RECORDS section start

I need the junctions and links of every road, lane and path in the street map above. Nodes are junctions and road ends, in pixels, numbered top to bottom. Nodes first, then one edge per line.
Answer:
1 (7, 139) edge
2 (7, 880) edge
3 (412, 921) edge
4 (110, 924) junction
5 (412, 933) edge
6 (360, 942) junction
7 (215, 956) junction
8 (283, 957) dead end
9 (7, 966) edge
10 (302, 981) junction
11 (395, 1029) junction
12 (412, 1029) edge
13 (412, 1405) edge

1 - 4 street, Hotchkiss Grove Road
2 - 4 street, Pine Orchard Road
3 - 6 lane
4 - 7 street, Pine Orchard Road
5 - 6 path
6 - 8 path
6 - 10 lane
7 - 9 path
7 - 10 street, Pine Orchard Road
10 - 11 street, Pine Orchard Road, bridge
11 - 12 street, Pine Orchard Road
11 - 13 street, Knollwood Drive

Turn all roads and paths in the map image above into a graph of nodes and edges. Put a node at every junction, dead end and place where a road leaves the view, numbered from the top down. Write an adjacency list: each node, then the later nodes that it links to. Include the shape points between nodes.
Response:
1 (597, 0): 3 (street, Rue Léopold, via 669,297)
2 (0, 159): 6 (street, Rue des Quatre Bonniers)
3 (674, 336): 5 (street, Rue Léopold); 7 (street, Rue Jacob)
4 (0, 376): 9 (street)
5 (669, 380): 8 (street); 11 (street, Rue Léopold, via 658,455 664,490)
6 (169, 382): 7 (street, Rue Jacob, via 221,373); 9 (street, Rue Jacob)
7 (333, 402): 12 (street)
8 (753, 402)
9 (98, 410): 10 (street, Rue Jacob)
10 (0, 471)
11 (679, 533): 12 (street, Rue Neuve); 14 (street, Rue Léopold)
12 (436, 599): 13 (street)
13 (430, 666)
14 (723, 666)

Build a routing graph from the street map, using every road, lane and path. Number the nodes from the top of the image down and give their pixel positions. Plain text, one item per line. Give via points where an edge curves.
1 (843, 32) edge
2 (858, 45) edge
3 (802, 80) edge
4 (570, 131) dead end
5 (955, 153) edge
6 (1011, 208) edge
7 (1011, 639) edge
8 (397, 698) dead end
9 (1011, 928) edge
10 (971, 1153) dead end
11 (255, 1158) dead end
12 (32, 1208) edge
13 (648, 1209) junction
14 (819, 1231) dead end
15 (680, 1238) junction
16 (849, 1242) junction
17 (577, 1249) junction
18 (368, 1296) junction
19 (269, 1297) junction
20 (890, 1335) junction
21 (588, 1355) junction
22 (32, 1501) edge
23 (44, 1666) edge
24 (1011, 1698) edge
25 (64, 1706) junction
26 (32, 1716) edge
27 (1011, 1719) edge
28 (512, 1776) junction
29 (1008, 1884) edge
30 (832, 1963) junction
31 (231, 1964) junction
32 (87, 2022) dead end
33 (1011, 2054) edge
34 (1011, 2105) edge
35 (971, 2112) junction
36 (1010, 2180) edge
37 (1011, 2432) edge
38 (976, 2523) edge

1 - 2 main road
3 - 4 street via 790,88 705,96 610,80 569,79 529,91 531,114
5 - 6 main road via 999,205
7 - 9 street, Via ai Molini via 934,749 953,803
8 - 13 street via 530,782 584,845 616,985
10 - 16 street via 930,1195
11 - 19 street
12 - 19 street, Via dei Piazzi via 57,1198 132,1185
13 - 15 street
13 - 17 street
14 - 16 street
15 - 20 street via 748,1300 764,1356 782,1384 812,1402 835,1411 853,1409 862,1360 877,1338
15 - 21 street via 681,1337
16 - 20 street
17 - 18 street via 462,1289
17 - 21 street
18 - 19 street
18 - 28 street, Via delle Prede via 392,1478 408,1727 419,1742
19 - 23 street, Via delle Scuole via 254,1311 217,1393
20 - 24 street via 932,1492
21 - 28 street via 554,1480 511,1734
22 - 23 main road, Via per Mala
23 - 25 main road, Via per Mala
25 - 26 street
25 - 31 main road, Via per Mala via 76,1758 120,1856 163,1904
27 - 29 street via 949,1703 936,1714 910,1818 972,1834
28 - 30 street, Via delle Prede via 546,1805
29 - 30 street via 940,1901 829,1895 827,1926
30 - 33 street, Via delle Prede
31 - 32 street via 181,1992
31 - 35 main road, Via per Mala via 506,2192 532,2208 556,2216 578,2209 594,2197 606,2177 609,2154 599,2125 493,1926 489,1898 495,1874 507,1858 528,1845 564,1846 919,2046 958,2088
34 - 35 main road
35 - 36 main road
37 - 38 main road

RECORDS section end

EXERCISE
Count every line in the records that holds "links" and give that count by itself.

EXERCISE ANSWER
2